# SR20DET B14 Engine swap



## yousef (Nov 26, 2004)

Hi everyone. Does anyone of you know what is needed for SR20DET engine swap for the B14? the gearbox and the wiring ...etc. any idea that could help for the swap.


----------



## black_ser95 (Mar 19, 2004)

please search, btw there are a couple if threads just like this :thumbup:


----------



## UnkalledFor (Sep 21, 2004)

yousef said:


> Hi everyone. Does anyone of you know what is needed for SR20DET engine swap for the B14? the gearbox and the wiring ...etc. any idea that could help for the swap.

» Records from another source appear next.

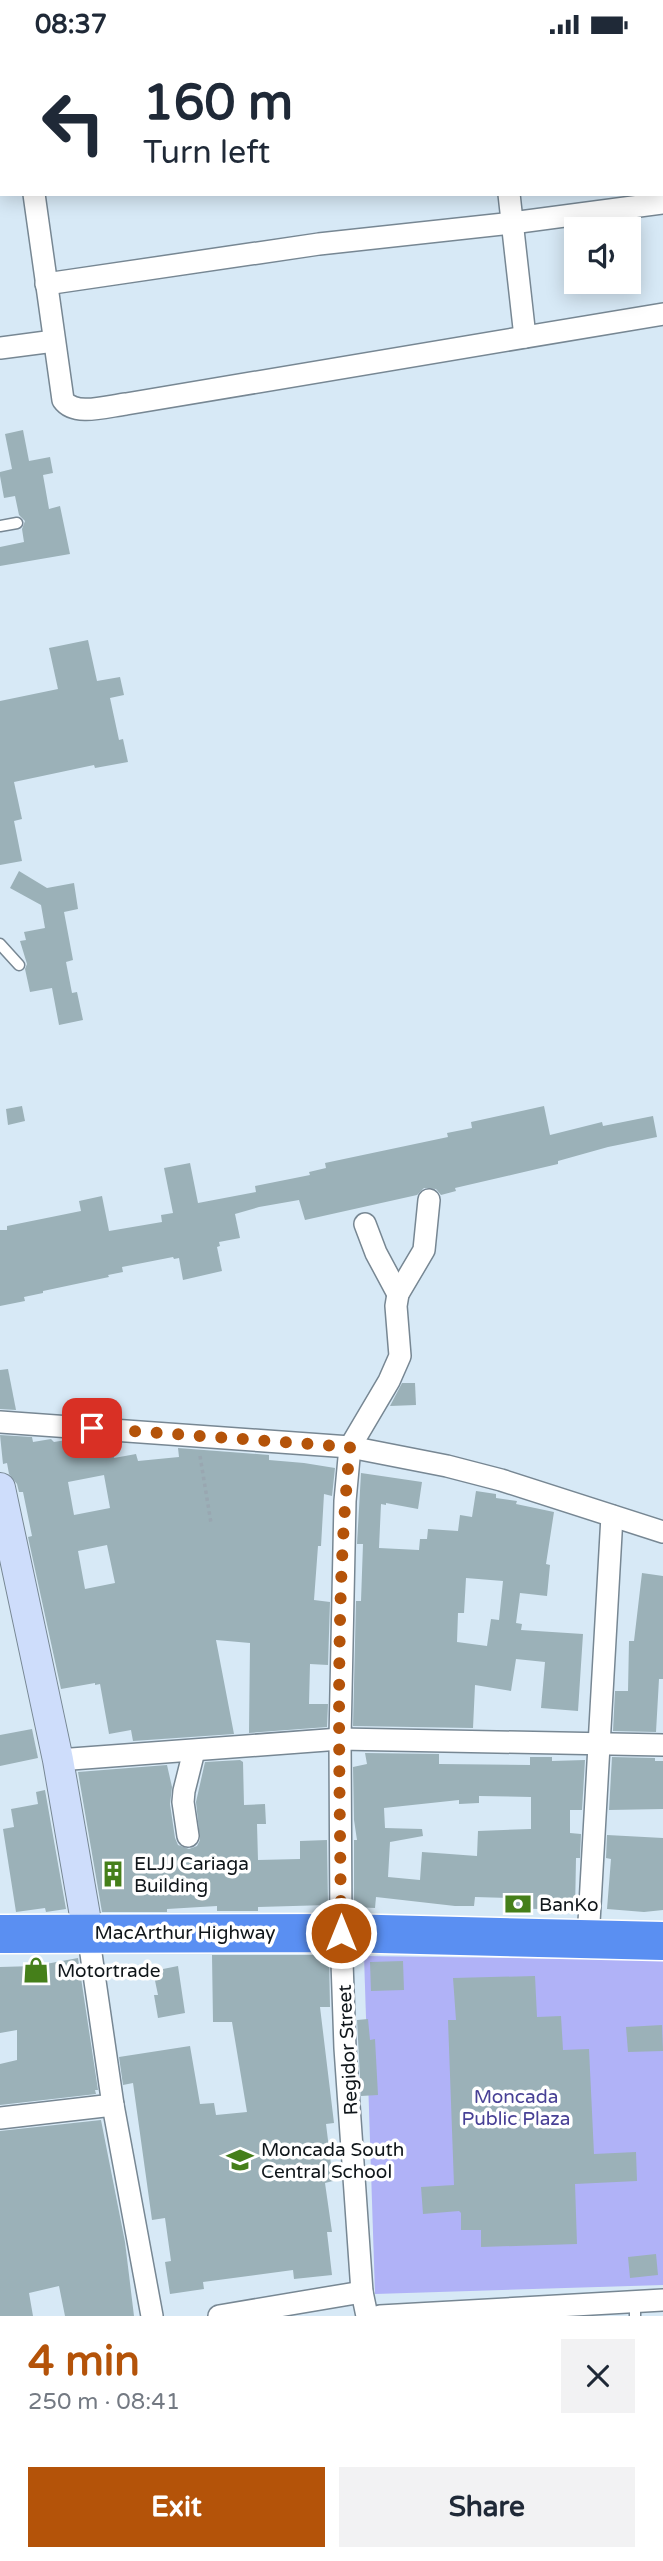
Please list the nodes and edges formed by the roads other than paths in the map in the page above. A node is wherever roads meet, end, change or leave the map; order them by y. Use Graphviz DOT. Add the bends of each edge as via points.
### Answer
graph roads {
  1 [pos="34,196"];
  2 [pos="509,196"];
  3 [pos="663,203"];
  4 [pos="512,223"];
  5 [pos="46,284"];
  6 [pos="663,314"];
  7 [pos="525,337"];
  8 [pos="54,341"];
  9 [pos="0,348"];
  10 [pos="17,523"];
  11 [pos="0,526"];
  12 [pos="0,944"];
  13 [pos="19,965"];
  14 [pos="429,1200"];
  15 [pos="365,1224"];
  16 [pos="398,1294"];
  17 [pos="0,1422"];
  18 [pos="350,1447"];
  19 [pos="0,1488"];
  20 [pos="612,1516"];
  21 [pos="663,1532"];
  22 [pos="340,1738"];
  23 [pos="600,1743"];
  24 [pos="663,1745"];
  25 [pos="194,1751"];
  26 [pos="58,1760"];
  27 [pos="188,1836"];
  28 [pos="88,1933"];
  29 [pos="341,1933"];
  30 [pos="0,1934"];
  31 [pos="588,1940"];
  32 [pos="663,1941"];
  33 [pos="113,2105"];
  34 [pos="0,2118"];
  35 [pos="362,2292"];
  36 [pos="663,2300"];
  37 [pos="635,2309"];
  38 [pos="574,2311"];
  39 [pos="152,2316"];
  40 [pos="219,2316"];
  41 [pos="367,2316"];
  42 [pos="380,2316"];
  1 -- 5 [label="street"];
  2 -- 4 [label="street"];
  3 -- 4 [label="street"];
  4 -- 5 [label="street" via="319,244"];
  4 -- 7 [label="street"];
  5 -- 8 [label="street"];
  6 -- 7 [label="street"];
  7 -- 8 [label="street" via="75,409 63,400"];
  8 -- 9 [label="street"];
  10 -- 11 [label="lane"];
  12 -- 13 [label="lane"];
  14 -- 16 [label="street" via="424,1250"];
  15 -- 16 [label="street"];
  16 -- 18 [label="street" via="400,1356"];
  17 -- 18 [label="street"];
  18 -- 20 [label="street" via="501,1480"];
  18 -- 22 [label="street, Regidor Street" via="343,1541"];
  19 -- 26 [label="street"];
  20 -- 21 [label="street"];
  20 -- 23 [label="street"];
  22 -- 23 [label="street"];
  22 -- 25 [label="street"];
  22 -- 29 [label="street, Regidor Street"];
  23 -- 24 [label="street"];
  23 -- 31 [label="street"];
  25 -- 26 [label="street"];
  25 -- 27 [label="street" via="183,1802"];
  26 -- 28 [label="street"];
  28 -- 29 [label="highway, MacArthur Highway"];
  28 -- 30 [label="highway, MacArthur Highway"];
  28 -- 33 [label="street"];
  29 -- 31 [label="highway, MacArthur Highway"];
  29 -- 35 [label="street, Regidor Street"];
  31 -- 32 [label="highway, MacArthur Highway"];
  33 -- 34 [label="street"];
  33 -- 39 [label="street"];
  35 -- 40 [label="street"];
  35 -- 41 [label="street, Regidor Street"];
  36 -- 37 [label="street"];
  37 -- 38 [label="street"];
  38 -- 42 [label="street"];
}
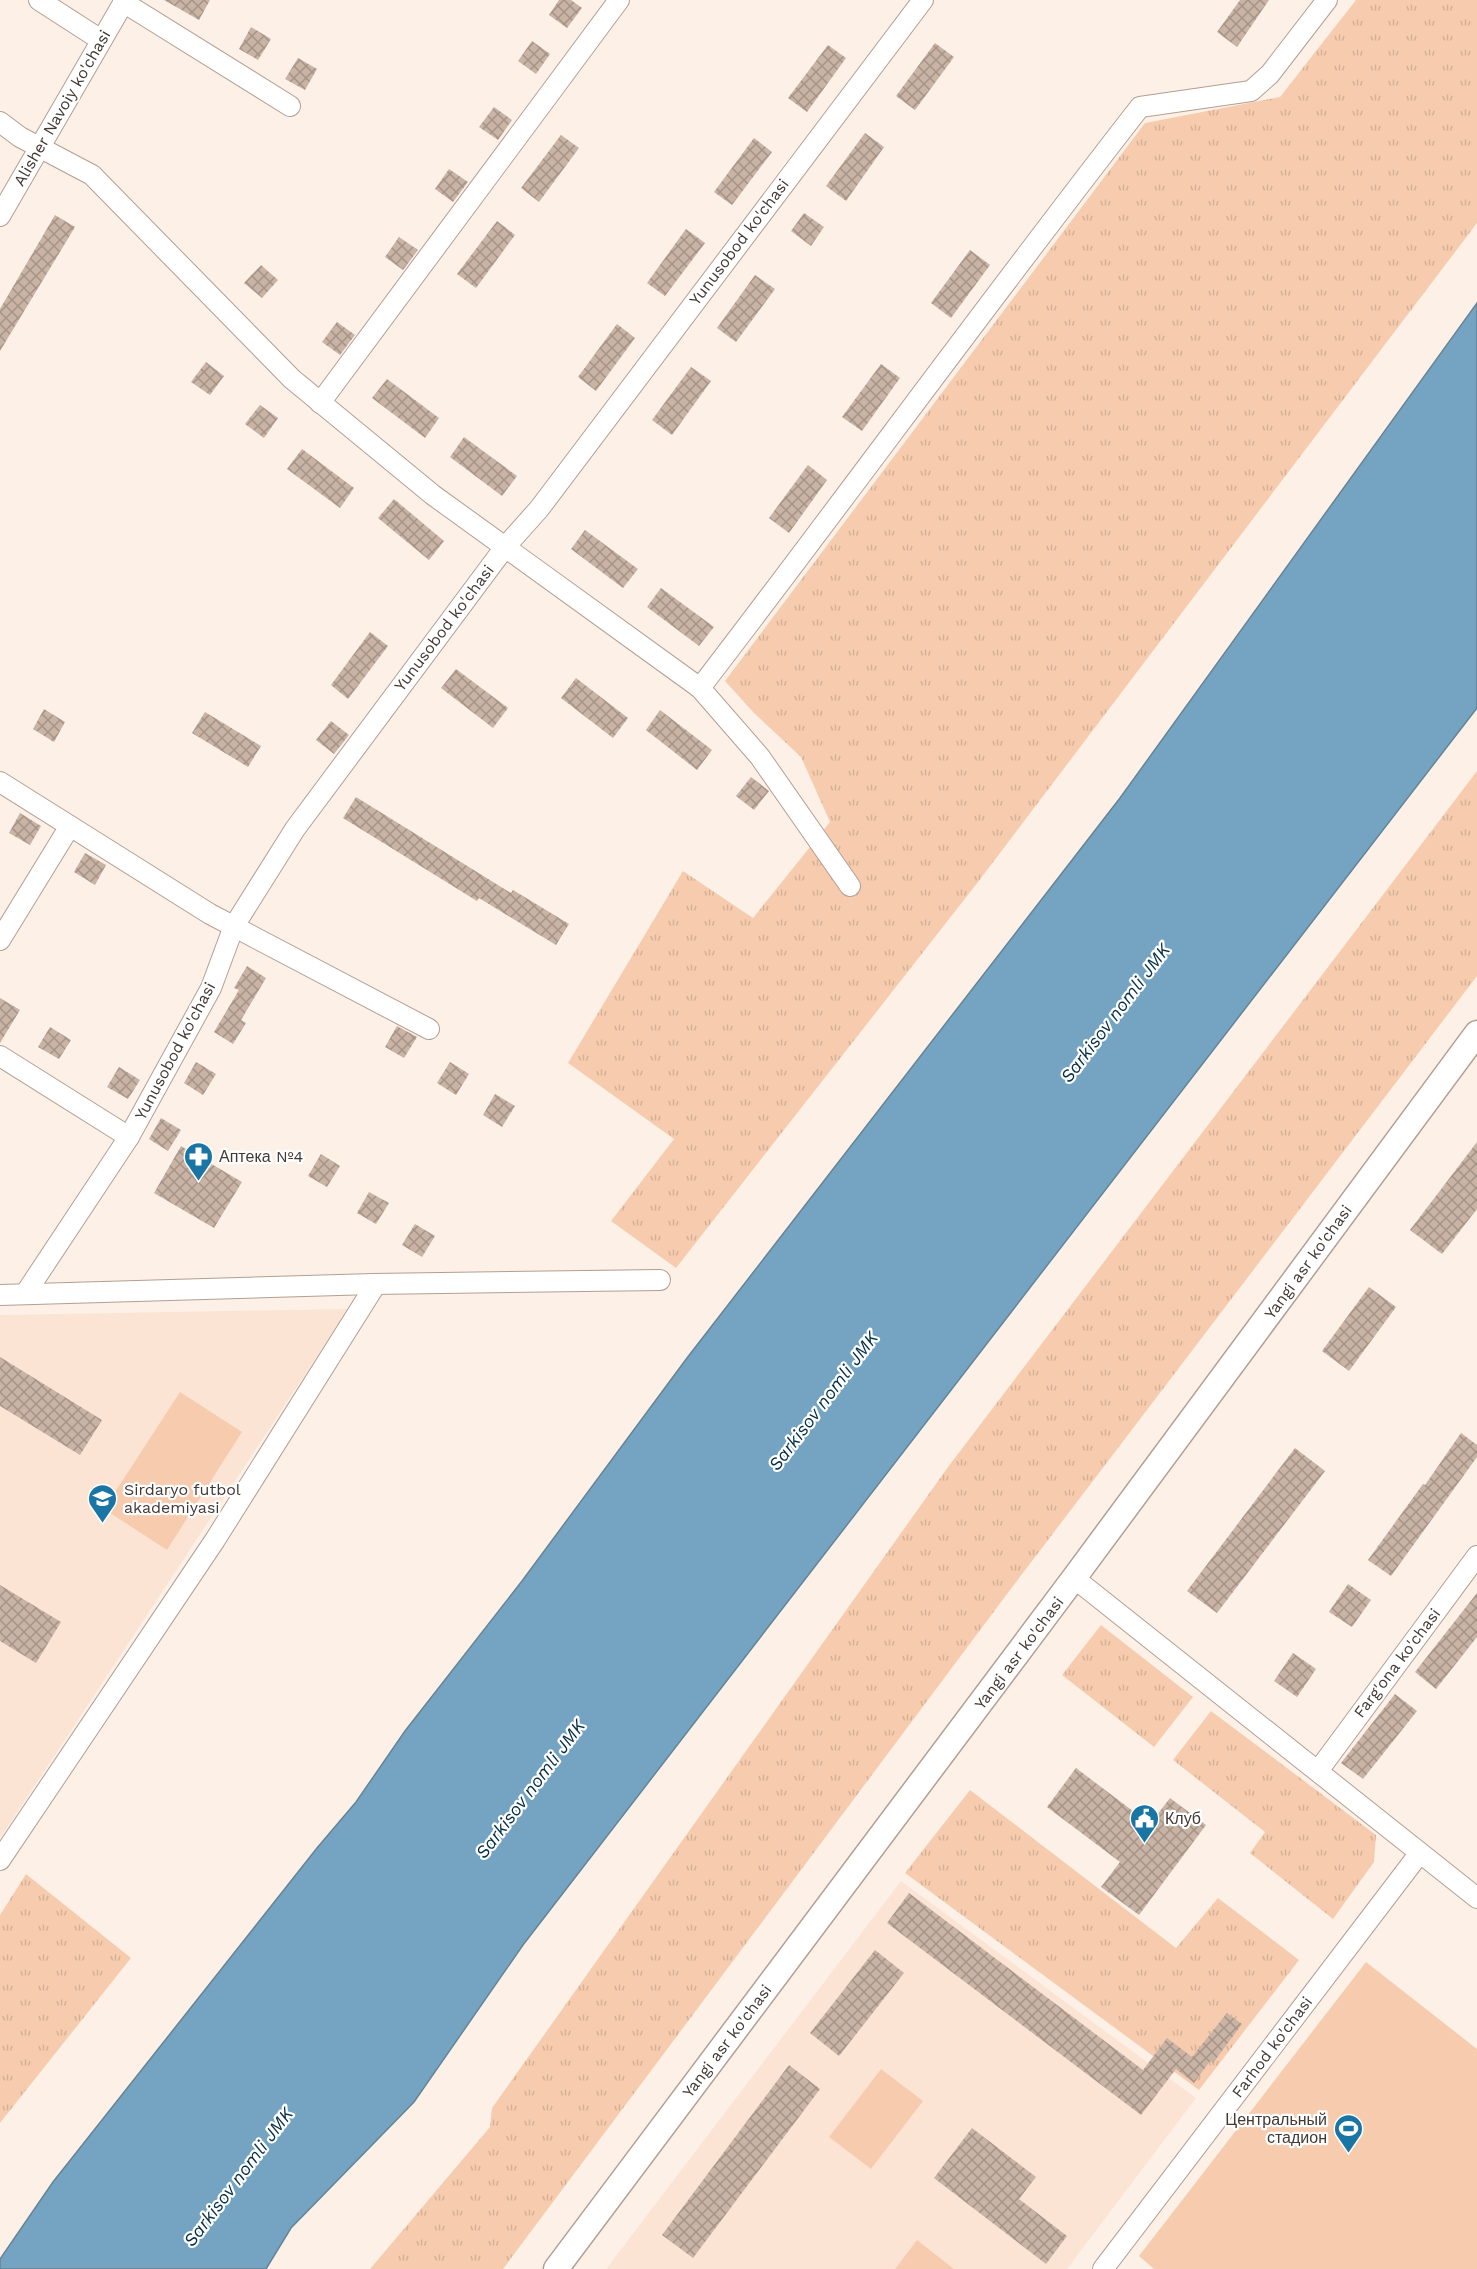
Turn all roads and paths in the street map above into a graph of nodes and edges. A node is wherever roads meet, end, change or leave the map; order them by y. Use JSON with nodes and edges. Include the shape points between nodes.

you have asked the forbiden question... ban in aisle 1...


----------



## Sazbot (Sep 27, 2004)

many.... mnay..... many....... many posts.....


----------



## black_ser95 (Mar 19, 2004)

UnkalledFor said:


> you have asked the forbiden question... ban in aisle 1...


 :thumbup: noobs are funny, good one


----------



## psuLemon (Apr 23, 2003)

http://www.nissanforums.com/showthread.php?t=45029

there you go, im gonna close this because there are like 4 other threads this month on this, if you go to the top of the page in the b14, ga, or sr page there is a search button, click on there and type in sr20det swap, that should provide you with all the information for that swap.. any other questions send me a private message


----------